» YOUR ASSIGNMENT
Transcribe exactly the line containing "thumb tip: (562, 410)" plus every later line in the data.
───── EXTRACTED MATERIAL ─────
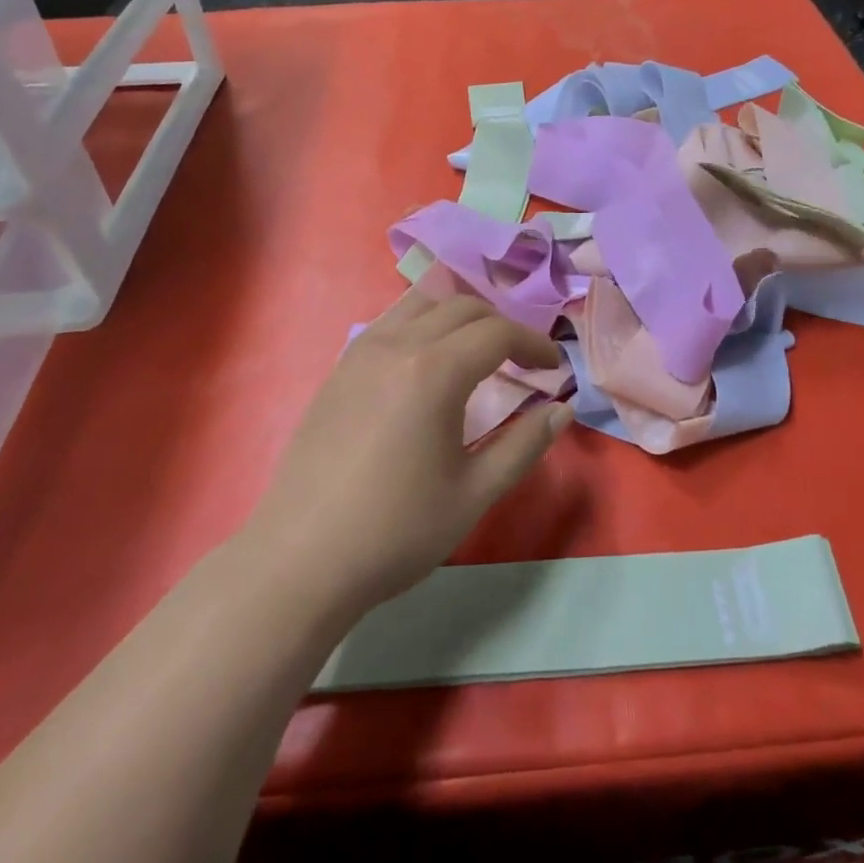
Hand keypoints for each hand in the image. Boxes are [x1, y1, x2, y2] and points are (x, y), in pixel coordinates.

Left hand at [249, 290, 570, 615]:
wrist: (301, 559)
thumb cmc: (397, 530)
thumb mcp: (475, 493)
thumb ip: (524, 445)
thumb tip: (562, 410)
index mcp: (435, 371)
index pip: (498, 333)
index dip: (533, 344)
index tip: (553, 369)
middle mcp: (398, 344)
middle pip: (463, 307)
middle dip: (501, 326)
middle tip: (522, 361)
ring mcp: (362, 351)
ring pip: (422, 303)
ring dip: (460, 316)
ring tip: (478, 351)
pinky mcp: (340, 367)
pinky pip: (392, 321)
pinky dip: (424, 323)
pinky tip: (428, 362)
─────
» SOLUTION
thumb tip: (562, 410)
index mcp: (435, 371)
index pip: (498, 333)
index dip: (533, 344)
index tip: (553, 369)
middle mcp: (398, 344)
middle pip: (463, 307)
middle dip: (501, 326)
middle tip: (522, 361)
ring mcp: (362, 351)
ring pip: (422, 303)
ring dip: (460, 316)
ring tip: (478, 351)
pinky mcp: (340, 367)
pinky pip: (392, 321)
pinky dip: (424, 323)
pinky tip: (428, 362)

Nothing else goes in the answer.